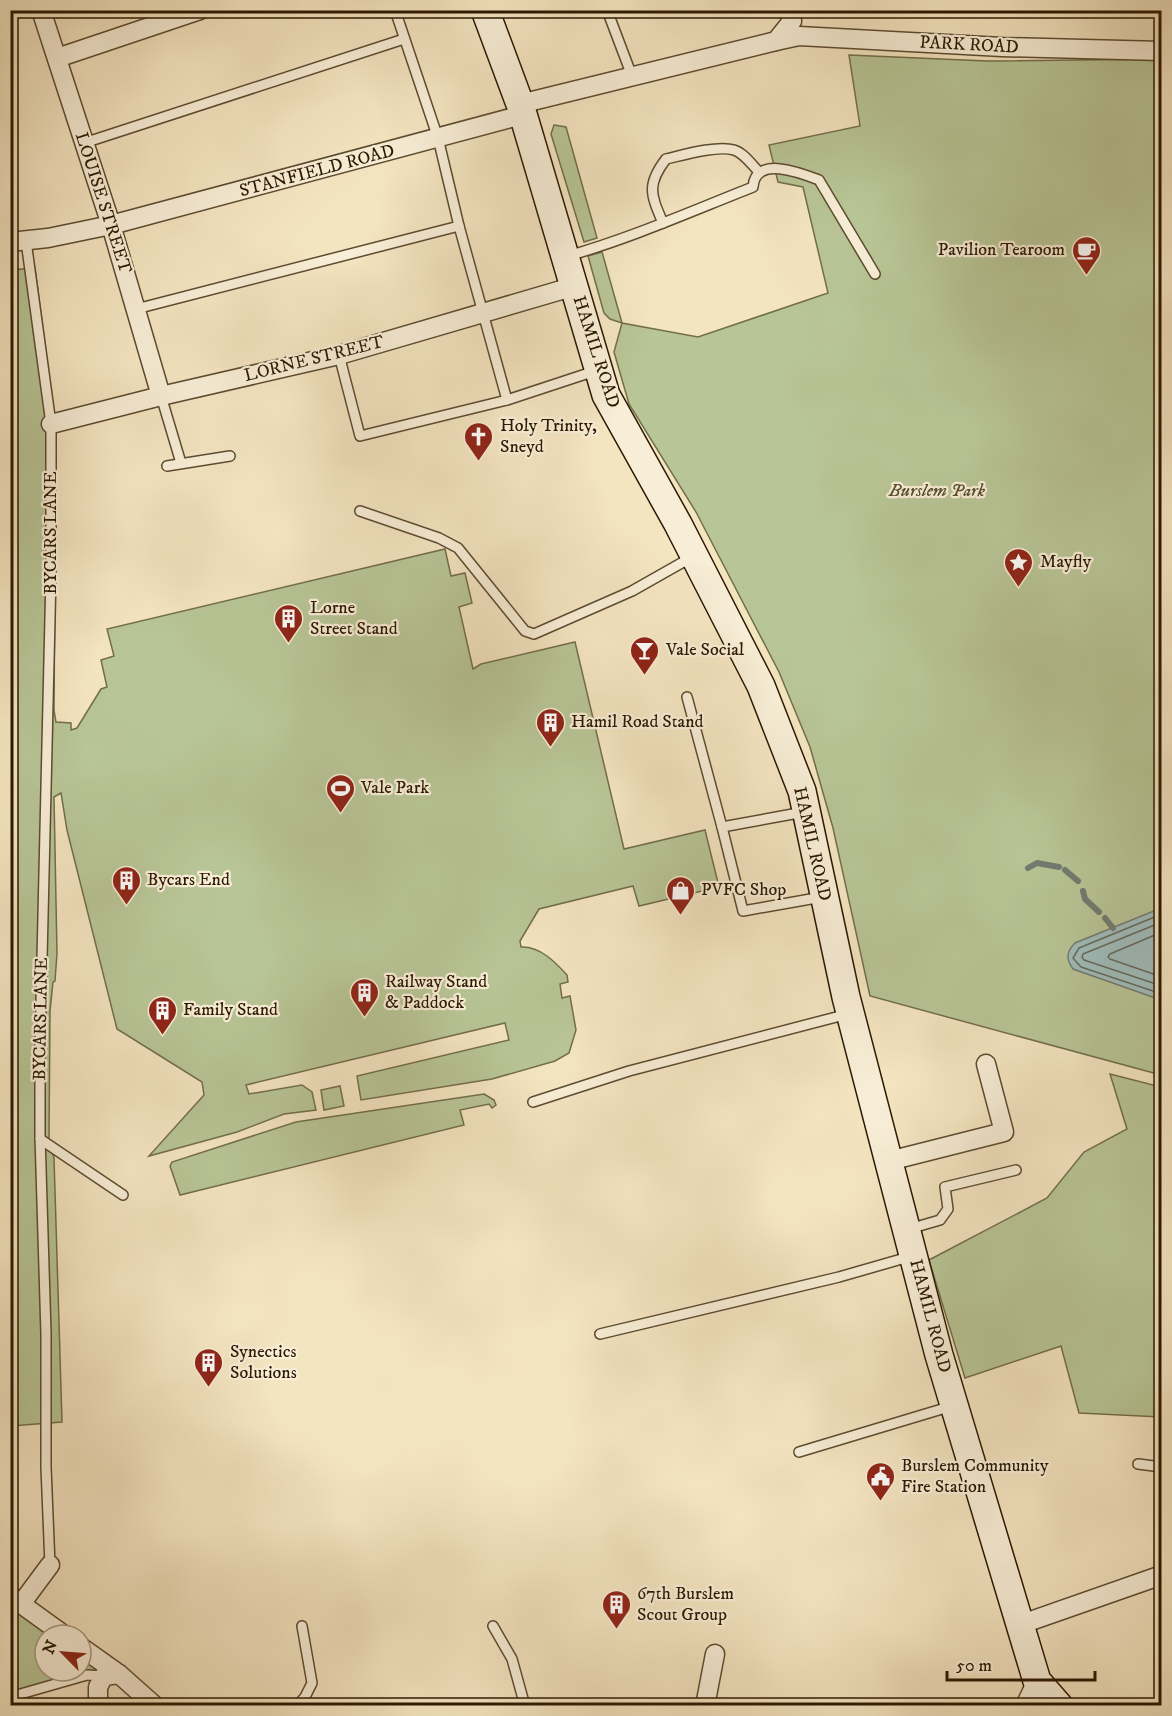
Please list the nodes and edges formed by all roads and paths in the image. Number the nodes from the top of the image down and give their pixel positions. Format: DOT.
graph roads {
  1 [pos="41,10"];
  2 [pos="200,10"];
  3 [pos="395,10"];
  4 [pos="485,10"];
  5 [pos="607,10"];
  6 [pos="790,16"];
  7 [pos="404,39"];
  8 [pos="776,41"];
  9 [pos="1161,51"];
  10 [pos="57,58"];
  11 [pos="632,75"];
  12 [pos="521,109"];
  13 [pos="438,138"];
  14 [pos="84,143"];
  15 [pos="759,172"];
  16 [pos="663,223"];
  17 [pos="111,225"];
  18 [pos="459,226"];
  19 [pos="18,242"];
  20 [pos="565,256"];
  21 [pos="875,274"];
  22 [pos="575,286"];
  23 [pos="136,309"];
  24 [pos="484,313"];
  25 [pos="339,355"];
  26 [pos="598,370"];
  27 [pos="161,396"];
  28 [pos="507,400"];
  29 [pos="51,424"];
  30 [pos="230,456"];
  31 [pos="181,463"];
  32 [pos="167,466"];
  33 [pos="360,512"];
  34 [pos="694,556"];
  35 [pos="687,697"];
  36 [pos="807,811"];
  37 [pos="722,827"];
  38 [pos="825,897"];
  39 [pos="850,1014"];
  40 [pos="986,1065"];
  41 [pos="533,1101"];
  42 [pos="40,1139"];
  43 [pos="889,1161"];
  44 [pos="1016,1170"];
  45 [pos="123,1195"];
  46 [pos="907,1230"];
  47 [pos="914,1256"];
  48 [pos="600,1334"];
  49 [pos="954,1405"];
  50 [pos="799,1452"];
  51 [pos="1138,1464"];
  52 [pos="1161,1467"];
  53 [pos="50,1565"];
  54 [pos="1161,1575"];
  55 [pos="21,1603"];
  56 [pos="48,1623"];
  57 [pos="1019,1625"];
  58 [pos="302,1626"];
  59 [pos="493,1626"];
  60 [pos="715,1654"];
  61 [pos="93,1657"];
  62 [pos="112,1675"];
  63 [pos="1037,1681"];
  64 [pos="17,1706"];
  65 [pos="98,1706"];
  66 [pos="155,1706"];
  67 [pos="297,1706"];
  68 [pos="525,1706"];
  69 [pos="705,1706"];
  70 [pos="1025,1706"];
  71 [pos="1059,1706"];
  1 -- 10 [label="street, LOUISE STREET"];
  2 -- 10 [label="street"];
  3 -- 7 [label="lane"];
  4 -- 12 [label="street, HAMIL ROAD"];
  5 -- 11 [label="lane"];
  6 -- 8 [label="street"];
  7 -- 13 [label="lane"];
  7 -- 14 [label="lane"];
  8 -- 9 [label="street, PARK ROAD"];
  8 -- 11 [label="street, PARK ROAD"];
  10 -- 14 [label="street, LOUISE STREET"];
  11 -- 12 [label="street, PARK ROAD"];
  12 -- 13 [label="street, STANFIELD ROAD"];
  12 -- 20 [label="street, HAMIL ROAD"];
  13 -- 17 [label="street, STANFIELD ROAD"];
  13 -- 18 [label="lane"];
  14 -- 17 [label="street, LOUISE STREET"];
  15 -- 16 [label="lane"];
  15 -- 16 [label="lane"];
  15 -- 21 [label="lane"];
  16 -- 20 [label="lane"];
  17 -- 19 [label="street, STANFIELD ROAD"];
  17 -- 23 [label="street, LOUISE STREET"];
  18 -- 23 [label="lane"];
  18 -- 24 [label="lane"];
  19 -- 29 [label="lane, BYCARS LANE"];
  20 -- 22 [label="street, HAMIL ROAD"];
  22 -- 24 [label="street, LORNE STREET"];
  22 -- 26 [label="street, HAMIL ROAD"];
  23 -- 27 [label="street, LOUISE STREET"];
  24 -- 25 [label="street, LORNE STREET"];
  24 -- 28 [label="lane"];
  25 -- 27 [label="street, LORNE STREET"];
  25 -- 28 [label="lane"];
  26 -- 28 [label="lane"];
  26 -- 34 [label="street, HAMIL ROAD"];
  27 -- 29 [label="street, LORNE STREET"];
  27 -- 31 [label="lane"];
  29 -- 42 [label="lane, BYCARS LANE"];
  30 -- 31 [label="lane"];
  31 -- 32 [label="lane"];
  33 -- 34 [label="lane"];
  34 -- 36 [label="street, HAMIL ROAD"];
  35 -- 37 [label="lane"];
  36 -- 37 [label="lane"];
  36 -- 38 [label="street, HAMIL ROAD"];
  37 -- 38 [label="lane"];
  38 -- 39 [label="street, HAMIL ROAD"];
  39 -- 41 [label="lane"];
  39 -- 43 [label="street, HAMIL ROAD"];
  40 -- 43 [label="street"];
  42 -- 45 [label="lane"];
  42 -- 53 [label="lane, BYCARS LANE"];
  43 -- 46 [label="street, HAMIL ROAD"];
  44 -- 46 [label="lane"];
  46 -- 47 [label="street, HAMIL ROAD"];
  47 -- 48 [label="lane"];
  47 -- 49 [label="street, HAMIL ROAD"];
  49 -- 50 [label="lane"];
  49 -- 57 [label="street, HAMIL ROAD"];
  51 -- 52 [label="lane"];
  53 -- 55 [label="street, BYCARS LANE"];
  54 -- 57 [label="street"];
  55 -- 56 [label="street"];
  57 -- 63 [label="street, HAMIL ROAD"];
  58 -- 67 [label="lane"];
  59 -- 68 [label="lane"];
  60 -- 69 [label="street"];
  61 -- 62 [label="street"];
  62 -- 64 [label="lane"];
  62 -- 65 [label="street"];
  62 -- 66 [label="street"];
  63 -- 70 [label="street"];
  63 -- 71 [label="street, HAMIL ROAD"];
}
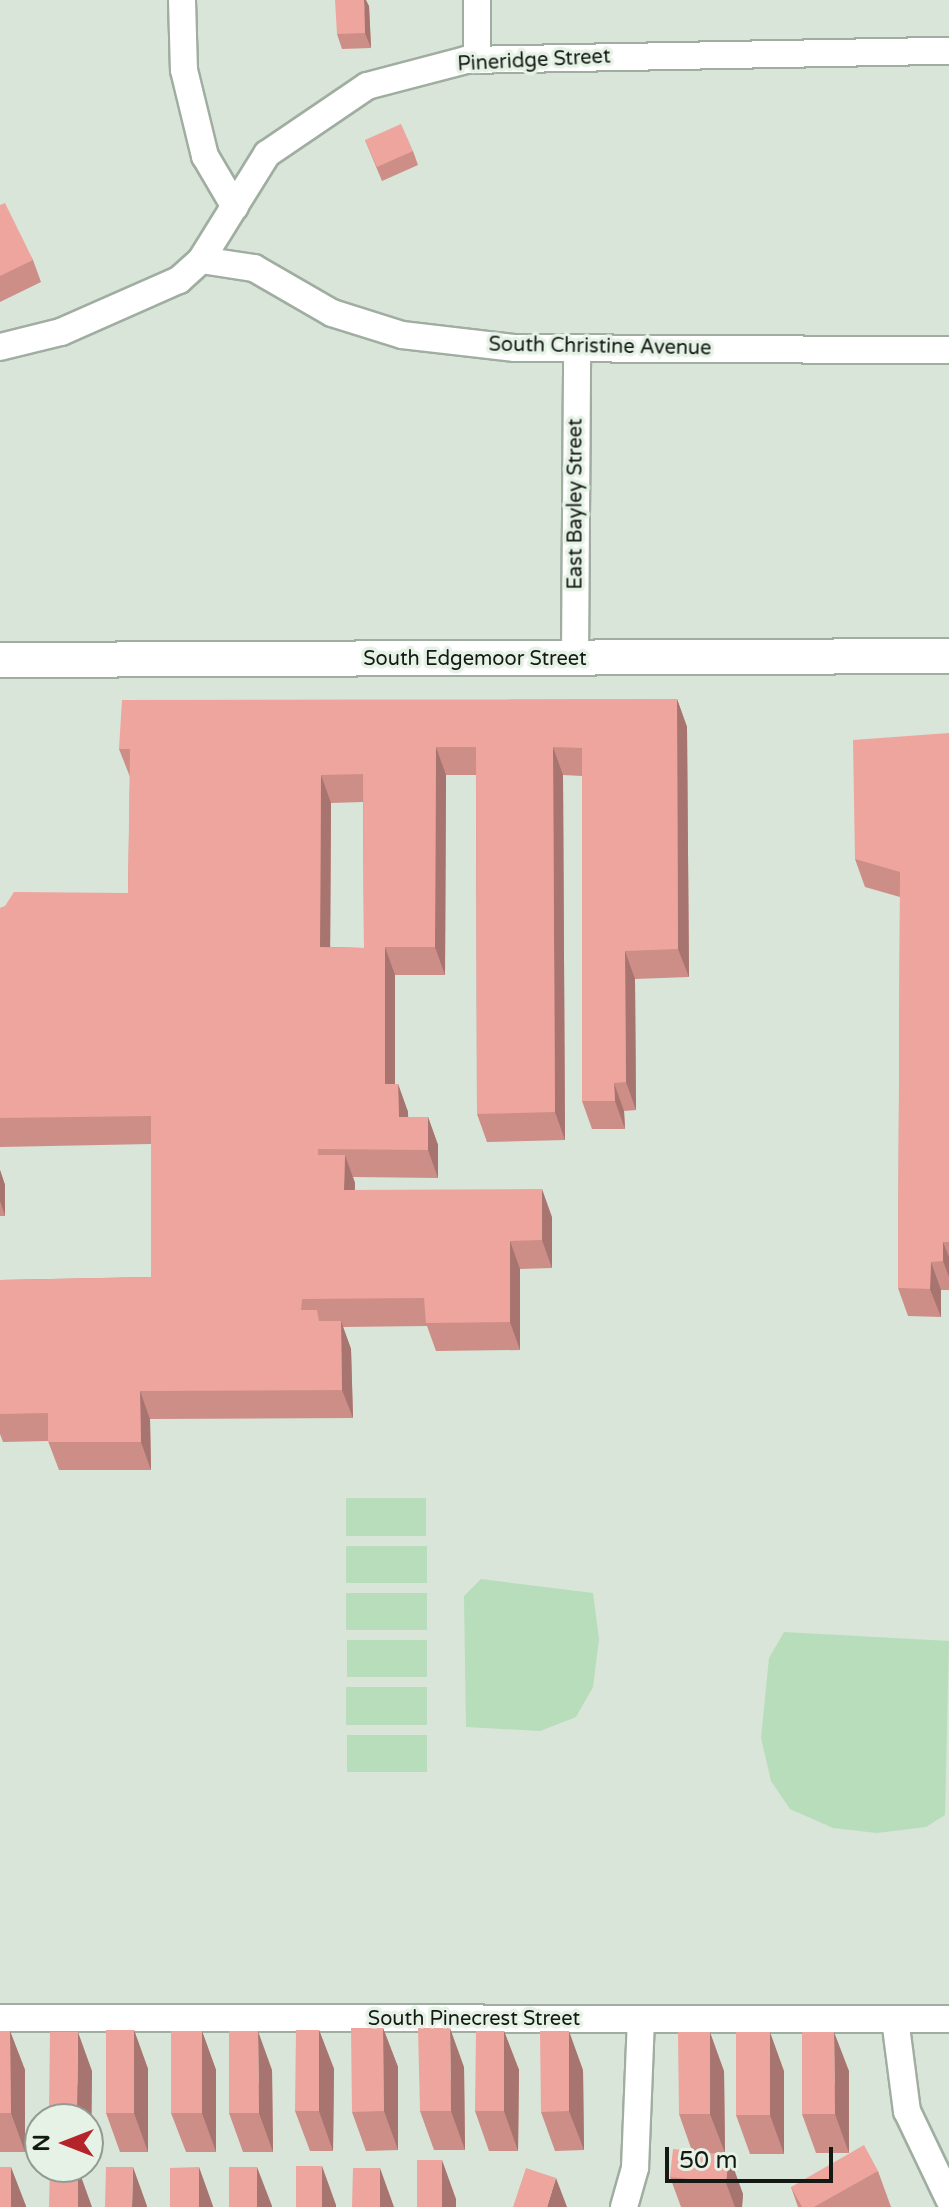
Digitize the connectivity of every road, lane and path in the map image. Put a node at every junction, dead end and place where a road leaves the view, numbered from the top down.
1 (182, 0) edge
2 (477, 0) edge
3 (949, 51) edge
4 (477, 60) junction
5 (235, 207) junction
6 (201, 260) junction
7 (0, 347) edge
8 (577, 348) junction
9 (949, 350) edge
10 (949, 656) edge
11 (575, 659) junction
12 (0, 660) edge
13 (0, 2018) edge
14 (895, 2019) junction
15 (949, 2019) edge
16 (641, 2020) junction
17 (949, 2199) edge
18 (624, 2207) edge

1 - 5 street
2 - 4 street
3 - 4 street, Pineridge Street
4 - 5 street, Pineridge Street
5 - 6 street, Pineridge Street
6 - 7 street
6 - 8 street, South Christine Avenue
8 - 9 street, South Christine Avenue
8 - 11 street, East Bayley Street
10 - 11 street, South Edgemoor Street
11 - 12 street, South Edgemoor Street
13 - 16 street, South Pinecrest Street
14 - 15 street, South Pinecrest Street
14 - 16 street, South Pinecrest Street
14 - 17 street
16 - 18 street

::::

**What you should do:**
Give the count of lines containing the word "BYCARS" in the listing, and no other text.

**Answer area:**
4